The story begins when Jeff Schwensen (Jake M. Johnson), a shallow self-centered writer for a San Francisco magazine, hears about a mysterious classified ad that appeared in a small-town newspaper:
Wanted: Somebody to go back in time with me. This is not a joke. You’ll get paid after we get back. Must bring your own weapons. I have only done this once before. Safety not guaranteed.
Jeff convinces his boss that this could be the basis of an amusing human-interest story. She lets him take two interns to the ocean-side town where the ad appeared to find and interview the person responsible.

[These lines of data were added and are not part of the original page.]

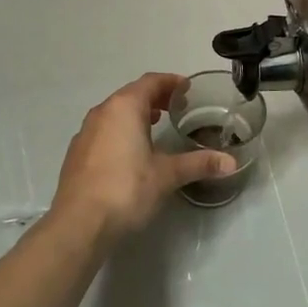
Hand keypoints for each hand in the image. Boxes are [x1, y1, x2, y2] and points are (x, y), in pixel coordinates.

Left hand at [50, 73, 235, 243]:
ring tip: (156, 124)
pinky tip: (130, 151)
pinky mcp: (76, 153)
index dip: (171, 82)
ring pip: (115, 112)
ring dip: (137, 113)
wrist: (78, 224)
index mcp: (125, 107)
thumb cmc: (126, 189)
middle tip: (177, 106)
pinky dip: (121, 129)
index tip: (188, 89)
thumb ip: (198, 163)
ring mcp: (85, 132)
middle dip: (155, 97)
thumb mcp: (167, 175)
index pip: (151, 82)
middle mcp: (102, 112)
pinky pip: (104, 129)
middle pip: (132, 94)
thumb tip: (230, 162)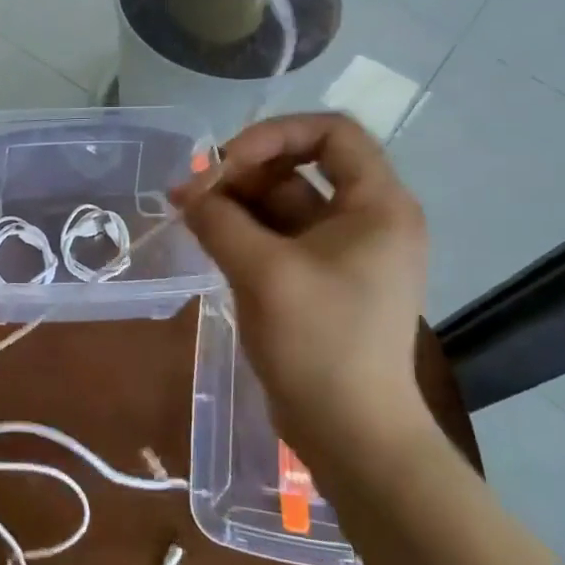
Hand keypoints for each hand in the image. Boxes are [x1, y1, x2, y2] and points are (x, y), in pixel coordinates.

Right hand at [172, 113, 433, 465]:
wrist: (351, 432)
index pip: (331, 133)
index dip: (275, 134)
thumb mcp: (264, 272)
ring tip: (188, 214)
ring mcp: (343, 251)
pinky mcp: (320, 279)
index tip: (226, 163)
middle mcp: (366, 219)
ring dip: (236, 202)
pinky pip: (279, 237)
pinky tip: (206, 237)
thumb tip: (187, 192)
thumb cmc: (319, 343)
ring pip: (284, 203)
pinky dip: (243, 231)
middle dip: (243, 172)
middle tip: (192, 193)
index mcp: (377, 205)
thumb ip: (219, 220)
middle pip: (300, 166)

Jeff doesn’t really care about the story. He mostly just wants to visit the town at the magazine’s expense and try to hook up with an old girlfriend (Jenica Bergere) who lives there.
The interns take it a lot more seriously. One of them is Arnau (Karan Soni), an ultra-nerdy college student. The other is Darius (Aubrey Plaza), a somewhat alienated and depressive girl who recently graduated and hasn’t been able to find a job that actually pays money.
The interns figure out that the ad was placed by Kenneth Calloway (Mark Duplass), a clerk at a local grocery store who likes to bend the ears of his coworkers with incomprehensible jabber about quantum theory.
Jeff approaches Kenneth pretending to answer the ad, but Kenneth immediately spots him for a phoney and tells him to get lost. Jeff notes that Kenneth is “not retarded” but thinks he is pretty weird.
Darius tries next and has better luck. It helps that she is really smart and quick on her feet. (The way she uses language is rather brilliant. She would surely be a better writer than Jeff.)
In fact she is surprised by how well she hits it off with Kenneth. He is definitely weird, maybe even a little crazy (he thinks government agents are following him) but she feels a certain kinship with him as a fellow misfit. Certainly he is more likeable than Jeff. Her objectivity begins to crumble as she starts to feel more loyalty to Kenneth than to the story.
And that’s all that I’m prepared to say about the movie. It’s a small, low-budget picture that doesn’t try to do too much, but for what it is it is just about perfect. It deserves to be watched without spoilers.